### WHAT THE TASK ASKS
Which lines of the entries contain the string "Summerset"? Please find them and copy them.

*** THE INPUT ***

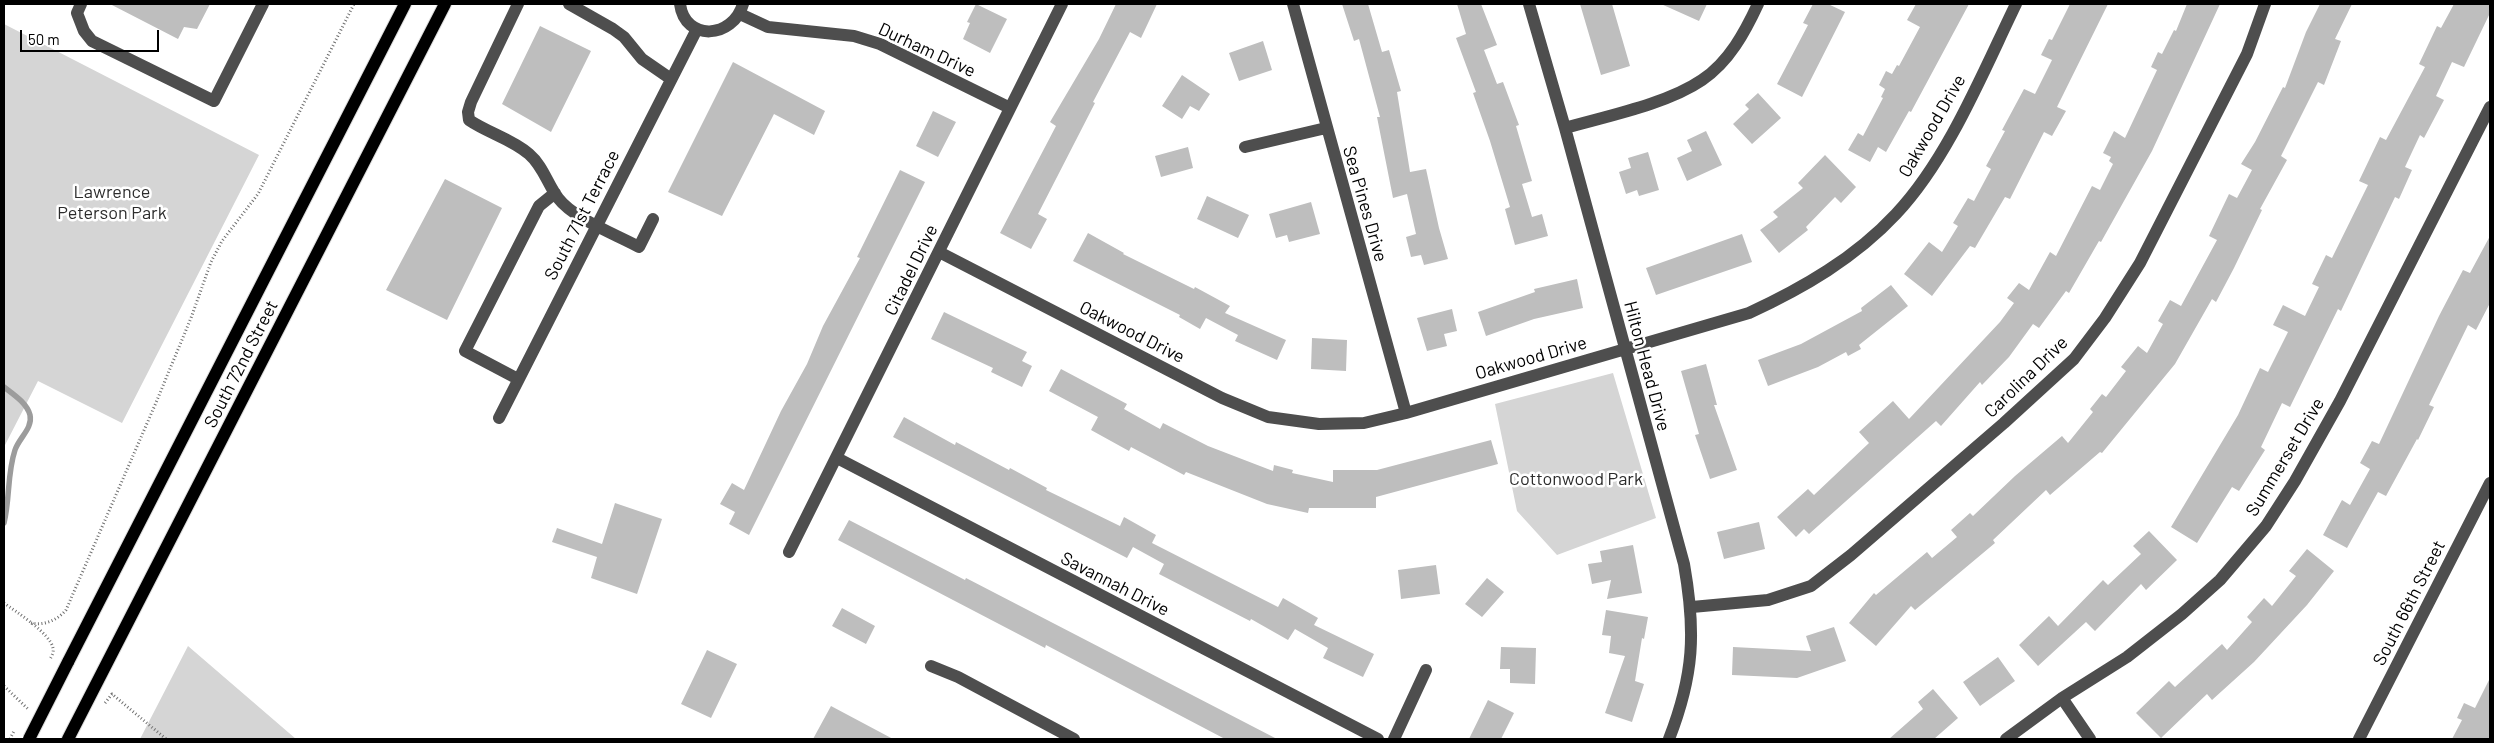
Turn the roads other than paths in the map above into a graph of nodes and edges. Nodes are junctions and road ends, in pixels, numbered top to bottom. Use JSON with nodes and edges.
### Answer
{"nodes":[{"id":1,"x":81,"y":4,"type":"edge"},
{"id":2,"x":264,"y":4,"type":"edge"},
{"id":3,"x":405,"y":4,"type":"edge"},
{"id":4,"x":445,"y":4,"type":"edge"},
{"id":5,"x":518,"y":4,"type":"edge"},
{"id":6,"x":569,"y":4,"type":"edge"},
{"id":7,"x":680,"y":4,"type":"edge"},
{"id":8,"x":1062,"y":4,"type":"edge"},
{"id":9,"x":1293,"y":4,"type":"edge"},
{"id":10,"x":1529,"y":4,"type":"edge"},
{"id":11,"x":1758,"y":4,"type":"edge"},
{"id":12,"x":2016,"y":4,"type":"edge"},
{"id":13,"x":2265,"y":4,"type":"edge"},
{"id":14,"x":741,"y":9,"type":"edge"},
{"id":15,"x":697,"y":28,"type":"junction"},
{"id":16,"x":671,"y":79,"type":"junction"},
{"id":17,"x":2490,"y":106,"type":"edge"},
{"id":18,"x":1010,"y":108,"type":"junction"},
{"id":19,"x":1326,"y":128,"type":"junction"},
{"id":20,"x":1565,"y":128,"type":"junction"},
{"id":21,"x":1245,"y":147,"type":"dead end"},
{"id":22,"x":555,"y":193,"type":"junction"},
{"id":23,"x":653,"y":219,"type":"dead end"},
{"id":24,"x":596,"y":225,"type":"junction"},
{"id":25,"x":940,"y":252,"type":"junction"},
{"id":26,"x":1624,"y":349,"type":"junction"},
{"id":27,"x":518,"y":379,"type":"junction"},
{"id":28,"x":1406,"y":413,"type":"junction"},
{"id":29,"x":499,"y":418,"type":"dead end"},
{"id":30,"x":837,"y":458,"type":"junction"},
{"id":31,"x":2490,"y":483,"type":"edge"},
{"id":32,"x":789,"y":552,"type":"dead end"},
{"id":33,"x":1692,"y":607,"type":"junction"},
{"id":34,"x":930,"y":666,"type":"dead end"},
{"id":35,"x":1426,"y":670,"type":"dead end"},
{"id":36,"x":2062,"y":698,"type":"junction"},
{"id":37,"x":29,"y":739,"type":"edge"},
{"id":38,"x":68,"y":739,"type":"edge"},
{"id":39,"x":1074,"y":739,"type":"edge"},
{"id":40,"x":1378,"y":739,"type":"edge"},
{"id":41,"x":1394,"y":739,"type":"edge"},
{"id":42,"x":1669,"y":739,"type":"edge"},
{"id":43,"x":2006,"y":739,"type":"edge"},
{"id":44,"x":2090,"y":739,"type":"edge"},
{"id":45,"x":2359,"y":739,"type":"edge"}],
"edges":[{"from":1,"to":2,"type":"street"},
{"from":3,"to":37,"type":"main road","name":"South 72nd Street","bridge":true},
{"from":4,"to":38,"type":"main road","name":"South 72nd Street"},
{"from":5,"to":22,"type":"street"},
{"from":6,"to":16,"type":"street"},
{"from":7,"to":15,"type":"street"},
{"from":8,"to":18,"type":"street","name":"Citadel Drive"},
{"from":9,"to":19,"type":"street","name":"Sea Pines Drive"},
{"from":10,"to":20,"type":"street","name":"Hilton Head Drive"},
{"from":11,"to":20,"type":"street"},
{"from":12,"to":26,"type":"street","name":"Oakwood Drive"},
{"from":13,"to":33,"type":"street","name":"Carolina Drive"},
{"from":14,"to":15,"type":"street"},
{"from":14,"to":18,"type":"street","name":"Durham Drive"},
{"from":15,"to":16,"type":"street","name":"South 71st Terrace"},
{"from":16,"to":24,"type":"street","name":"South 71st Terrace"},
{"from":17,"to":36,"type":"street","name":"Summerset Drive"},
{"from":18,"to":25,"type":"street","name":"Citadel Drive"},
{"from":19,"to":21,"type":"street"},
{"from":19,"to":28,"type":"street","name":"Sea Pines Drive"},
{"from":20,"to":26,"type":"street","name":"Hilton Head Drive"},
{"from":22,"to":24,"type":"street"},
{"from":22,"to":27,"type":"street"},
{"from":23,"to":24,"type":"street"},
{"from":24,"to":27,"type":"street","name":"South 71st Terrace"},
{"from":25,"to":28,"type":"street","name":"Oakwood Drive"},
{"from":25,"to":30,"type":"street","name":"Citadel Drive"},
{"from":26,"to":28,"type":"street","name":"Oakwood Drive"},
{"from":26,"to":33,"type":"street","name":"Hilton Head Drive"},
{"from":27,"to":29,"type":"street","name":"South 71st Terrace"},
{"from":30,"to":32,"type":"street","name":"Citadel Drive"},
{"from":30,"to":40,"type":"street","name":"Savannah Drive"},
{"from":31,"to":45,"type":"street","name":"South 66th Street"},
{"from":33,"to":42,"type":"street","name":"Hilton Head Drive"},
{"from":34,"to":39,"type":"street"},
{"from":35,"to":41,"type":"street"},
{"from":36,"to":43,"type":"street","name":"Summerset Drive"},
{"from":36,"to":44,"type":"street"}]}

*** End of THE INPUT ***

### THE COMPLETED TASK
{"from":17,"to":36,"type":"street","name":"Summerset Drive"},
{"from":36,"to":43,"type":"street","name":"Summerset Drive"},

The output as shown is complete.